New Tabernacle Sermons eBook

Thomas De Witt Talmage
This eBook from the Gutenberg Project consists of approximately 357 pages of information about New Tabernacle Sermons.

New Tabernacle Sermons eBook

Thomas De Witt Talmage
This eBook from the Gutenberg Project consists of approximately 357 pages of information about New Tabernacle Sermons.

I shall first show you this morning how this quarrel between monopoly and hard work can not be stopped, and then I will show you how this controversy will be settled.

Futile remedies.  In the first place, there will come no pacification to this trouble through an outcry against rich men merely because they are rich.  There is no member of a trades-union on earth that would not be rich if he could be.  Sometimes through a fortunate invention, or through some accident of prosperity, a man who had nothing comes to large estate, and we see him arrogant and supercilious, and taking people by the throat just as other people took him by the throat.  There is something very mean about human nature when it comes to the top.  But it is no more a sin to be rich than it is a sin to be poor.  There are those who have gathered a great estate through fraud, and then there are millionaires who have gathered their fortune through foresight in regard to changes in the markets, and through brilliant business faculty, and every dollar of their estate is as honest as the dollar which the plumber gets for mending a pipe, or the mason gets for building a wall.  There are those who keep in poverty because of their own fault.  They might have been well-off, but they smoked or chewed up their earnings, or they lived beyond their means, while others on the same wages and on the same salaries went on to competency.  I know a man who is all the time complaining of his poverty and crying out against rich men, while he himself keeps two dogs, and chews and smokes, and is filled to the chin with whisky and beer!

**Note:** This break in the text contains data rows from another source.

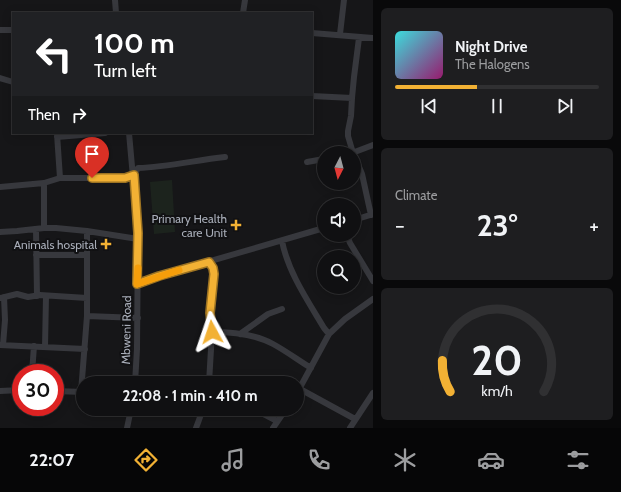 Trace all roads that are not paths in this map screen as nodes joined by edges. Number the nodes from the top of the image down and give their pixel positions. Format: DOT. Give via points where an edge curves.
graph roads {
  1 [pos="115,0"];
  2 [pos="245,0"];
  3 [pos="344,0"];
  4 [pos="116,12"];
  5 [pos="243,12"];
  6 [pos="0,30"];
  7 [pos="12,30"];
  8 [pos="313,33"];
  9 [pos="340,34"];
  10 [pos="359,38"];
  11 [pos="373,38"];
  12 [pos="0,78"];
  13 [pos="12,82"];
  14 [pos="313,96"];
  15 [pos="352,98"];
  16 [pos="81,134"];
  17 [pos="130,134"];
  18 [pos="57,135"];
  19 [pos="373,145"];
  20 [pos="351,146"];
  21 [pos="361,150"];
  22 [pos="225,157"];
  23 [pos="317,160"];
  24 [pos="307,162"];
  25 [pos="361,172"];
  26 [pos="134,175"];
  27 [pos="60,178"];
  28 [pos="44,183"];
  29 [pos="0,187"];
  30 [pos="372,215"];
  31 [pos="361,218"];
  32 [pos="44,228"];
  33 [pos="36,229"];
  34 [pos="317,230"];
  35 [pos="88,231"];
  36 [pos="0,232"];
  37 [pos="138,239"];
  38 [pos="282,241"];
  39 [pos="350,242"];
  40 [pos="36,255"];
  41 [pos="87,255"];
  42 [pos="209,262"];
  43 [pos="373,281"];
  44 [pos="137,284"];
  45 [pos="37,296"];
  46 [pos="46,296"];
  47 [pos="2,297"];
  48 [pos="87,298"];
  49 [pos="373,299"];
  50 [pos="282,309"];
  51 [pos="87,316"];
  52 [pos="138,318"];
  53 [pos="212,332"];
  54 [pos="240,334"];
  55 [pos="329,334"];
  56 [pos="2,345"];
  57 [pos="34,346"];
  58 [pos="45,347"];
  59 [pos="84,349"];
  60 [pos="33,364"];
  61 [pos="311,368"];
  62 [pos="83,376"];
  63 [pos="135,376"];
  64 [pos="209,376"];
  65 [pos="304,381"];
  66 [pos="12,390"];
  67 [pos="0,391"];
  68 [pos="64,391"];
  69 [pos="76,392"];
  70 [pos="304,393"];
  71 [pos="373,393"];
  72 [pos="130,416"];
  73 [pos="200,416"];
  74 [pos="267,416"];
  75 [pos="281,416"];
  76 [pos="356,419"];
  77 [pos="277,421"];
  78 [pos="127,428"];
  79 [pos="196,428"];
  80 [pos="273,428"];
  81 [pos="350,428"];
  1 -- 4 [label="street"];
  2 -- 5 [label="street"];
  3 -- 9 [label="street"];
  6 -- 7 [label="street"];
  8 -- 9 [label="street"];
  9 -- 10 [label="street"];
  10 -- 11 [label="street"];
  10 -- 15 [label="street"];
  12 -- 13 [label="street"];
  14 -- 15 [label="street"];
  15 -- 20 [label="street" via="348,131"];
  16 -- 18 [label="street"];
  17 -- 26 [label="street, Mbweni Road"];
  18 -- 27 [label="street"];
  19 -- 21 [label="street"];
  22 -- 26 [label="street" via="138,168"];
  23 -- 24 [label="street"];
  25 -- 30 [label="street"];
  26 -- 27 [label="street" via="125,178"];
  26 -- 37 [label="street, Mbweni Road"];
  27 -- 28 [label="street"];
  28 -- 29 [label="street"];
  28 -- 32 [label="street"];
  30 -- 31 [label="street"];
  32 -- 33 [label="street"];
  32 -- 35 [label="street"];
  33 -- 36 [label="street"];
  33 -- 40 [label="street"];
  34 -- 38 [label="street"];
  35 -- 37 [label="street"];
  35 -- 41 [label="street"];
  37 -- 44 [label="street, Mbweni Road"];
  38 -- 42 [label="street"];
  38 -- 55 [label="street" via="294,274"];
  39 -- 43 [label="street"];
  40 -- 41 [label="street"];
  40 -- 45 [label="street"];
  41 -- 48 [label="street"];
  42 -- 44 [label="street"];
  42 -- 53 [label="street" via="214,274 210,313"];
  44 -- 52 [label="street, Mbweni Road"];
  45 -- 46 [label="street"];
  45 -- 47 [label="street" via="17,294"];
  46 -- 48 [label="street"];
  46 -- 58 [label="street"];
  47 -- 56 [label="street"];
  48 -- 51 [label="street"];
  49 -- 55 [label="street"];
  50 -- 54 [label="street" via="268,314"];
  51 -- 52 [label="street"];
  51 -- 59 [label="street"];
  52 -- 63 [label="street, Mbweni Road"];
  53 -- 54 [label="street"];
  53 -- 64 [label="street"];
  54 -- 61 [label="street" via="273,344"];
  55 -- 61 [label="street"];
  56 -- 57 [label="street"];
  57 -- 58 [label="street"];
  57 -- 60 [label="street"];
  58 -- 59 [label="street"];
  59 -- 62 [label="street"];
  61 -- 65 [label="street"];
  66 -- 67 [label="street"];
  68 -- 69 [label="street"];
  70 -- 76 [label="street"];
  71 -- 76 [label="street"];
  72 -- 78 [label="street"];
  73 -- 79 [label="street"];
  74 -- 77 [label="street"];
  75 -- 77 [label="street"];
  76 -- 81 [label="street"];
  77 -- 80 [label="street"];
}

Micawber said to David Copperfield:  “Copperfield, my boy, one pound income, twenty shillings and sixpence expenses:  result misery.  But, Copperfield, my boy, one pound income, expenses nineteen shillings and sixpence; result, happiness.”  And there are vast multitudes of people who are kept poor because they are the victims of their own improvidence.  It is no sin to be rich, and it is no sin to be poor.  I protest against this outcry which I hear against those who, through economy and self-denial and assiduity, have come to large fortune.  This bombardment of commercial success will never stop this quarrel between capital and labor.

Neither will the contest be settled by cynical and unsympathetic treatment of the laboring classes.  There are those who speak of them as though they were only cattle or draught horses.  Their nerves are nothing, their domestic comfort is nothing, their happiness is nothing.  They have no more sympathy for them than a hound has for a hare, or a hawk for a hen, or a tiger for a calf.  When Jean Valjean, the greatest hero of Victor Hugo’s writings, after a life of suffering and brave endurance, goes into incarceration and death, they clap the book shut and say, “Good for him!” They stamp their feet with indignation and say just the opposite of “Save the working-classes.”  They have all their sympathies with Shylock, and not with Antonio and Portia.  They are plutocrats, and their feelings are infernal.  They are filled with irritation and irascibility on this subject.  To stop this awful imbroglio between capital and labor they will lift not so much as the tip end of the little finger.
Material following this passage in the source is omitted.